Construction site meeting minutes always follow the same structure: a header (project, date, meeting number), attendance, items discussed per trade, decisions, snags, then follow-up actions with an owner and a due date. A fixed template makes the document fast to write, easy to read, and hard to dispute.
What are site meeting minutes for?
Site meeting minutes are the official memory of the project. They record what was decided, by whom, and what remains to be done. Circulated to everyone after each meeting, they prevent misunderstandings, secure snag tracking, and serve as evidence if a disagreement arises.
The standard structure
1. The header
Project name, address, client, project manager, date, meeting number and the date of the next one. These details make each document easy to file and find.
2. The attendance list
Who was present, excused and absent, with their role (client, project manager, trades by package). Attendance is what makes decisions enforceable.
3. Items discussed, trade by trade
Go through each trade (structure, plumbing, electrics…) and note progress, issues and decisions. Numbering the items makes them easy to follow from one meeting to the next.
4. Snags (reserves)
Record the defects raised, the company responsible and the deadline to fix them.

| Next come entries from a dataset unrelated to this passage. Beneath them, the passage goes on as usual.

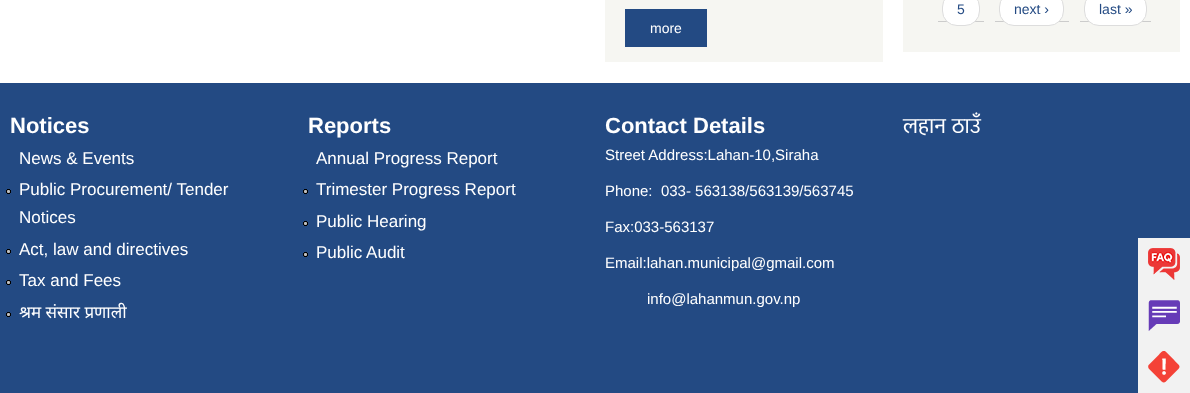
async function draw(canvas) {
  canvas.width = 1190;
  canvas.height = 393;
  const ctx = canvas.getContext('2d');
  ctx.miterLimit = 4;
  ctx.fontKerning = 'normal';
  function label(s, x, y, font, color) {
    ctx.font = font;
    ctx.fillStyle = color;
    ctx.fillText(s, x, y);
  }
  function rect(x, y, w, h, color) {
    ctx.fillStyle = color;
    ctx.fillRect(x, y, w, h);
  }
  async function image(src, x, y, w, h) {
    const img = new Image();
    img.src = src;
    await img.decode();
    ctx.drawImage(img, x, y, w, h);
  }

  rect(0, 0, 1190, 393, '#fff');
  rect(903, 0, 277, 52, '#f6f6f2');
  rect(938, 21, 46, 1, '#ccc');
  ctx.fillStyle = '#fff';
  ctx.beginPath();
  ctx.roundRect(942.5, -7.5, 37, 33, 14.5);
  ctx.fill();
  ctx.strokeStyle = '#ddd';
  ctx.stroke();
  label('5', 957, 14, '14px Liberation Sans', '#234a83');
  rect(995, 21, 74, 1, '#ccc');
  ctx.fillStyle = '#fff';
  ctx.beginPath();
  ctx.roundRect(999.5, -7.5, 64, 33, 14.5);
  ctx.fill();
  ctx.stroke();
  label('next ›', 1014, 14, '14px Liberation Sans', '#234a83');
  rect(1080, 21, 71, 1, '#ccc');
  ctx.fillStyle = '#fff';
  ctx.beginPath();
  ctx.roundRect(1084.5, -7.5, 62, 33, 14.5);
  ctx.fill();
  ctx.stroke();
  label('last »', 1099, 14, '14px Liberation Sans', '#234a83');
  rect(605, 0, 278, 62, '#f6f6f2');
  rect(625, 9, 82, 38, '#234a83');
  label('more', 650, 33, '14px Liberation Sans', '#fff');
  rect(0, 83, 1190, 310, '#234a83');
  label('Notices', 10, 133, 'bold 22px Liberation Sans', '#fff');
  label('News & Events', 19, 164, '17px Liberation Sans', '#fff');
  await image('assets/img1.png', 6, 189, 5, 5);
  label('Public Procurement/ Tender', 19, 195, '17px Liberation Sans', '#fff');
  label('Notices', 19, 223, '17px Liberation Sans', '#fff');
  await image('assets/img1.png', 6, 249, 5, 5);
  label('Act, law and directives', 19, 255, '17px Liberation Sans', '#fff');
  await image('assets/img1.png', 6, 280, 5, 5);
  label('Tax and Fees', 19, 286, '17px Liberation Sans', '#fff');
  await image('assets/img1.png', 6, 312, 5, 5);
  label('श्रम संसार प्रणाली', 19, 318, '17px Noto Sans', '#fff');
  label('Reports', 308, 133, 'bold 22px Liberation Sans', '#fff');
  label('Annual Progress Report', 316, 164, '17px Liberation Sans', '#fff');
  await image('assets/img1.png', 303, 189, 5, 5);
  label('Trimester Progress Report', 316, 195, '17px Liberation Sans', '#fff');
  await image('assets/img1.png', 303, 221, 5, 5);
  label('Public Hearing', 316, 227, '17px Liberation Sans', '#fff');
  await image('assets/img1.png', 303, 252, 5, 5);
  label('Public Audit', 316, 258, '17px Liberation Sans', '#fff');
  label('Contact Details', 605, 133, 'bold 22px Liberation Sans', '#fff');
  label('Street Address:Lahan-10,Siraha', 605, 160, '15px Liberation Sans', '#fff');
  label('Phone:  033- 563138/563139/563745', 605, 196, '15px Liberation Sans', '#fff');
  label('Fax:033-563137', 605, 232, '15px Liberation Sans', '#fff');
  label('Email:lahan.municipal@gmail.com', 605, 268, '15px Liberation Sans', '#fff');
  label('info@lahanmun.gov.np', 647, 304, '15px Liberation Sans', '#fff');
  ctx.wordSpacing = '1px';
  label('लहान ठाउँ', 903, 133, '22px Mukta', '#fff');
  rect(1138, 238, 52, 155, '#f2f2f2');
  await image('assets/img2.png', 1148, 248, 32, 32);
  await image('assets/img3.png', 1148, 300, 32, 31);
  await image('assets/img4.png', 1148, 351, 32, 32);
}

draw(document.querySelector('canvas'));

A snag stays open until it is cleared and verified.
5. Follow-up actions
Every decision becomes an action: what, who, by when. This is the most useful section — it turns the meeting into concrete, tracked commitments.
Common mistakes to avoid
- Writing from memory that evening. Details get lost; capture them on site.
- Leaving out the owner or due date of an action — it won't get followed up.

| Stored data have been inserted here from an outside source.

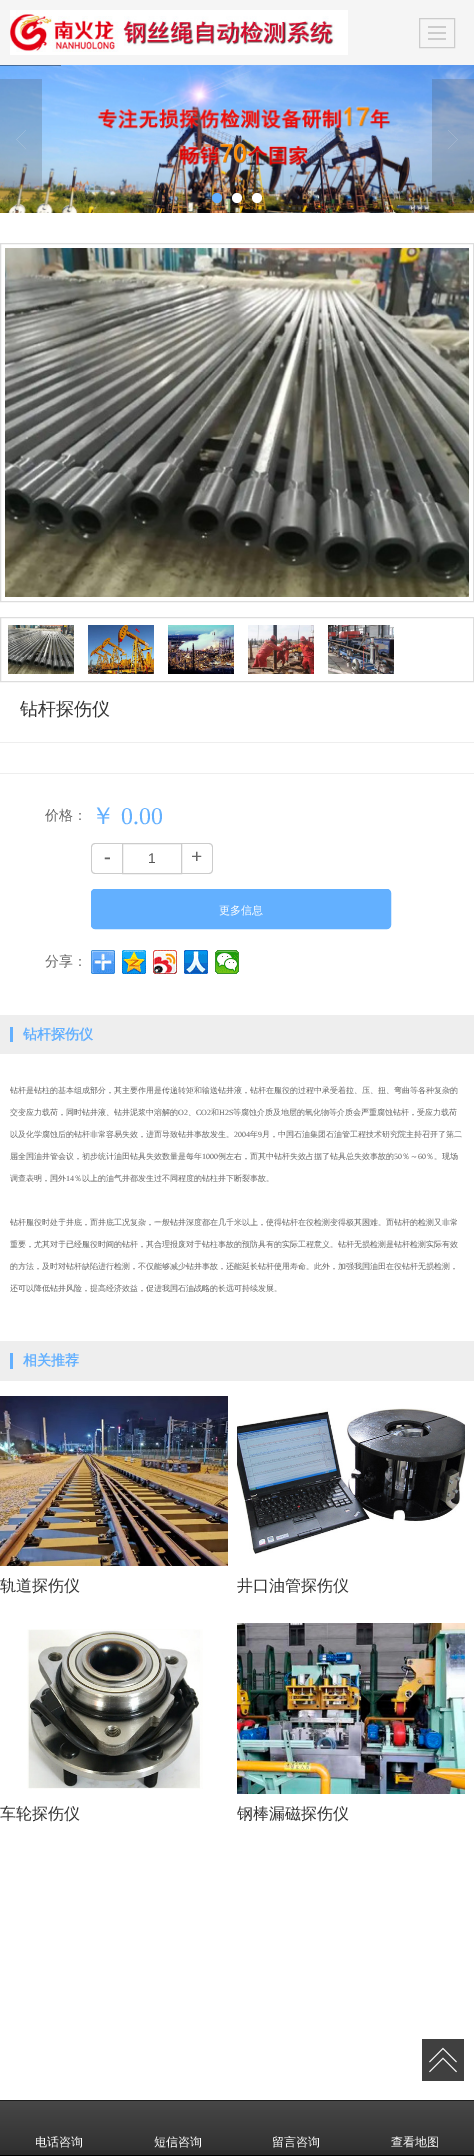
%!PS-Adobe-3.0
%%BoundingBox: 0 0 474 2156
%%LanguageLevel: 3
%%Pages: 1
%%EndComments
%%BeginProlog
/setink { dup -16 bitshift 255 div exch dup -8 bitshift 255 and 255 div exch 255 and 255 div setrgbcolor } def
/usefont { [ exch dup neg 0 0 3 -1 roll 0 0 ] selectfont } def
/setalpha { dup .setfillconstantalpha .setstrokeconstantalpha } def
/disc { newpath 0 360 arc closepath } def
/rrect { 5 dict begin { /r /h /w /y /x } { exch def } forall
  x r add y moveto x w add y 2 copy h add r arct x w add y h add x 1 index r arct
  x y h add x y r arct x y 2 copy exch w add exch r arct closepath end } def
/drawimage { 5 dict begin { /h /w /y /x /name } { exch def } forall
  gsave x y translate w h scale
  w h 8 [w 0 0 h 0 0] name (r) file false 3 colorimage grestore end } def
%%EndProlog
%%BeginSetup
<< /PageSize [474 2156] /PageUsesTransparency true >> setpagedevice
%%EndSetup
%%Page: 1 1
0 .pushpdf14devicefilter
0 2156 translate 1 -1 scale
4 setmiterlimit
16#FFFFFF setink
0 0 474 2156 rectfill
16#F5F5F5 setink
0 0 474 65 rectfill
(img1.raw) 10 10 338 45 drawimage
16#CCCCCC setink
419.5 18.5 35 29 rectstroke
[
    [428 26 18 2 16#CCCCCC]
    [428 32 18 2 16#CCCCCC]
    [428 38 18 2 16#CCCCCC]
] { aload pop setink rectfill } forall
(img2.raw) 0 65 474 148 drawimage
0.4 setalpha
16#000000 setink
0 65 61 1 rectfill
0.2 setalpha
16#393939 setink
0 79 42 120 rectfill
1 setalpha
(img3.raw) 16 130 10 19 drawimage
16#63B0FF setink
217 198 5 disc fill
16#FFFFFF setink
237 198 5 disc fill
257 198 5 disc fill
0.2 setalpha
16#393939 setink
432 79 42 120 rectfill
1 setalpha
(img4.raw) 448 130 10 19 drawimage
16#DDDDDD setink
0.5 243.5 473 358 rectstroke
(img5.raw) 5 248 464 349 drawimage
0.5 617.5 473 64 rectstroke
(img6.raw) 8 625 66 49 drawimage
(img7.raw) 88 625 66 49 drawimage
(img8.raw) 168 625 66 49 drawimage
(img9.raw) 248 625 66 49 drawimage
(img10.raw) 328 625 66 49 drawimage
/WenQuanYiZenHei-Medium 18 usefont
16#333333 setink
20 715 moveto (钻杆探伤仪) show
16#EEEEEE setink
0 742 474 1 rectfill
0 773 474 1 rectfill
/WenQuanYiZenHei-Medium 14 usefont
16#666666 setink
45 820 moveto (价格：) show
/WenQuanYiZenHei-Medium 24 usefont
16#63B0FF setink
91 824 moveto (￥) show
/LiberationSerif-Regular 24 usefont
121 824 moveto (0.00) show
16#CCCCCC setink
95 843 moveto 122 843 lineto 122 874 lineto 95 874 lineto 93 874 91 872 91 870 curveto 91 847 lineto 91 845 93 843 95 843 curveto closepath 95 844 moveto 122 844 lineto 122 873 lineto 95 873 lineto 93.5 873 92 871.5 92 870 curveto 92 847 lineto 92 845.5 93.5 844 95 844 curveto closepath eofill
/LiberationSerif-Bold 20 usefont
16#666666 setink
104 863 moveto (-) show
16#CCCCCC setink
122.5 843.5 59 30 rectstroke
/LiberationSans-Regular 14 usefont
16#555555 setink
148 863 moveto (1) show
16#CCCCCC setink
182 843 moveto 209 843 lineto 211 843 213 845 213 847 curveto 213 870 lineto 213 872 211 874 209 874 curveto 182 874 lineto closepath 182 844 moveto 209 844 lineto 210.5 844 212 845.5 212 847 curveto 212 870 lineto 212 871.5 210.5 873 209 873 curveto 182 873 lineto closepath eofill
/LiberationSerif-Bold 20 usefont
16#666666 setink
191 863 moveto (+) show
16#63B0FF setink
91.5 889.5 299 39 3.5 rrect gsave fill grestore
stroke
/WenQuanYiZenHei-Medium 11 usefont
16#FFFFFF setink
219 914 moveto (更多信息) show
/WenQuanYiZenHei-Medium 14 usefont
16#666666 setink
45 966 moveto (分享：) show
(img11.raw) 91 950 24 24 drawimage
(img12.raw) 122 950 24 24 drawimage
(img13.raw) 153 950 24 24 drawimage
(img14.raw) 184 950 24 24 drawimage
(img15.raw) 215 950 24 24 drawimage
16#EEEEEE setink
0 1015 474 39 rectfill
16#63B0FF setink
10 1027 3 15 rectfill
/WenQuanYiZenHei-Bold 14 usefont
23 1039 moveto (钻杆探伤仪) show
/WenQuanYiZenHei-Medium 8 usefont
16#666666 setink
10 1093 moveto (钻杆是钻柱的基本组成部分，其主要作用是传递转矩和输送钻井液，钻杆在服役的过程中承受着拉、压、扭、弯曲等各种复杂的) show
10 1115 moveto (交变应力载荷，同时钻井液、钻井泥浆中溶解的) show
/LiberationSerif-Regular 8 usefont
178 1115 moveto (O2) show
/WenQuanYiZenHei-Medium 8 usefont
188 1115 moveto (、) show
/LiberationSerif-Regular 8 usefont
196 1115 moveto (CO2) show
/WenQuanYiZenHei-Medium 8 usefont
211 1115 moveto (和) show
/LiberationSerif-Regular 8 usefont
219 1115 moveto (H2S) show
/WenQuanYiZenHei-Medium 8 usefont
233 1115 moveto (等腐蚀介质及地层的氧化物等介质会严重腐蚀钻杆，受应力载荷) show
10 1137 moveto (以及化学腐蚀后的钻杆非常容易失效，进而导致钻井事故发生。) show
/LiberationSerif-Regular 8 usefont
234 1137 moveto (2004) show
/WenQuanYiZenHei-Medium 8 usefont
250 1137 moveto (年) show
/LiberationSerif-Regular 8 usefont
258 1137 moveto (9) show
/WenQuanYiZenHei-Medium 8 usefont
262 1137 moveto (月，中国石油集团石油管工程技术研究院主持召开了第二) show
10 1159 moveto (届全国油井管会议，初步统计油田钻具失效数量是每年) show
/LiberationSerif-Regular 8 usefont
202 1159 moveto (1000) show
/WenQuanYiZenHei-Medium 8 usefont
218 1159 moveto (例左右，而其中钻杆失效占据了钻具总失效事故的) show
/LiberationSerif-Regular 8 usefont
394 1159 moveto (50) show
/WenQuanYiZenHei-Medium 8 usefont
402 1159 moveto (％～) show
/LiberationSerif-Regular 8 usefont
418 1159 moveto (60) show
/WenQuanYiZenHei-Medium 8 usefont
426 1159 moveto (％。现场) show
10 1181 moveto (调查表明，国外) show
/LiberationSerif-Regular 8 usefont
66 1181 moveto (14) show
/WenQuanYiZenHei-Medium 8 usefont
[
    [(％以上的油气井都发生过不同程度的钻柱井下断裂事故。) 74 1181]
    [(钻杆服役时处于井底，而井底工况复杂，一般钻井深度都在几千米以上，使得钻杆在役检测变得极其困难。而钻杆的检测又非常) 10 1225]
    [(重要，尤其对于已经服役时间的钻杆，其合理报废对于钻柱事故的预防具有的实际工程意义。钻杆无损检测是钻杆检测实际有效) 10 1247]
    [(的方法，及时对钻杆缺陷进行检测，不仅能够减少钻井事故，还能延长钻杆使用寿命。此外，加强我国油田在役钻杆无损检测，) 10 1269]
    [(还可以降低钻井风险，提高经济效益，促进我国石油战略的长远可持续发展。) 10 1291]
] { aload pop moveto show } forall
16#EEEEEE setink
0 1341 474 40 rectfill
16#63B0FF setink
10 1353 3 16 rectfill
/WenQuanYiZenHei-Bold 14 usefont
23 1365 moveto (相关推荐) show
(img16.raw) 0 1396 228 170 drawimage
/WenQuanYiZenHei-Medium 16 usefont
16#333333 setink
0 1591 moveto (轨道探伤仪) show
(img17.raw) 237 1408 228 146 drawimage
237 1591 moveto (井口油管探伤仪) show
(img18.raw) 27 1629 176 160 drawimage
0 1819 moveto (车轮探伤仪) show
(img19.raw) 237 1623 228 171 drawimage
237 1819 moveto (钢棒漏磁探伤仪) show
gsave 0 2101 moveto 474 2101 lineto 474 2155 lineto 0 2155 lineto closepath clip newpath
<< /ShadingType 2 /ColorSpace /DeviceRGB /Coords [237 2101 237 2155] /Extend [true true] /Function << /FunctionType 2 /Domain [0 1] /C0 [0.278 0.278 0.278] /C1 [0.184 0.184 0.184] /N 1 >> >> shfill grestore
16#1D1D1D setink
0 2100 474 1 rectfill
16#000000 setink
0 2155 474 1 rectfill
/WenQuanYiZenHei-Medium 12 usefont
16#FFFFFF setink
[
    [(电话咨询) 35 2146]
    [(短信咨询) 154 2146]
    [(留言咨询) 272 2146]
    [(查看地图) 391 2146]
] { aload pop moveto show } forall
16#404040 setink
422 2039 42 42 rectfill
(img20.raw) 429 2047 28 26 drawimage
.poppdf14devicefilter showpage
%%EOF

- Not numbering items and snags: they become impossible to track over time.
- Circulating too late. Useful minutes go out within 24–48 hours.
Good minutes don't narrate the meeting — they list traceable decisions and actions.
Frequently asked questions
What should site meeting minutes include?
A header (project, date, meeting number), attendance, items per trade, decisions, snags, and follow-up actions with an owner and a due date.
Who writes the minutes?
Usually the project manager or site supervisor who chairs the meeting, then circulates them to all attendees.
Are they legally binding?
When circulated and left uncontested within the stated period, they are taken as accepted, and serve as a record of decisions and snags.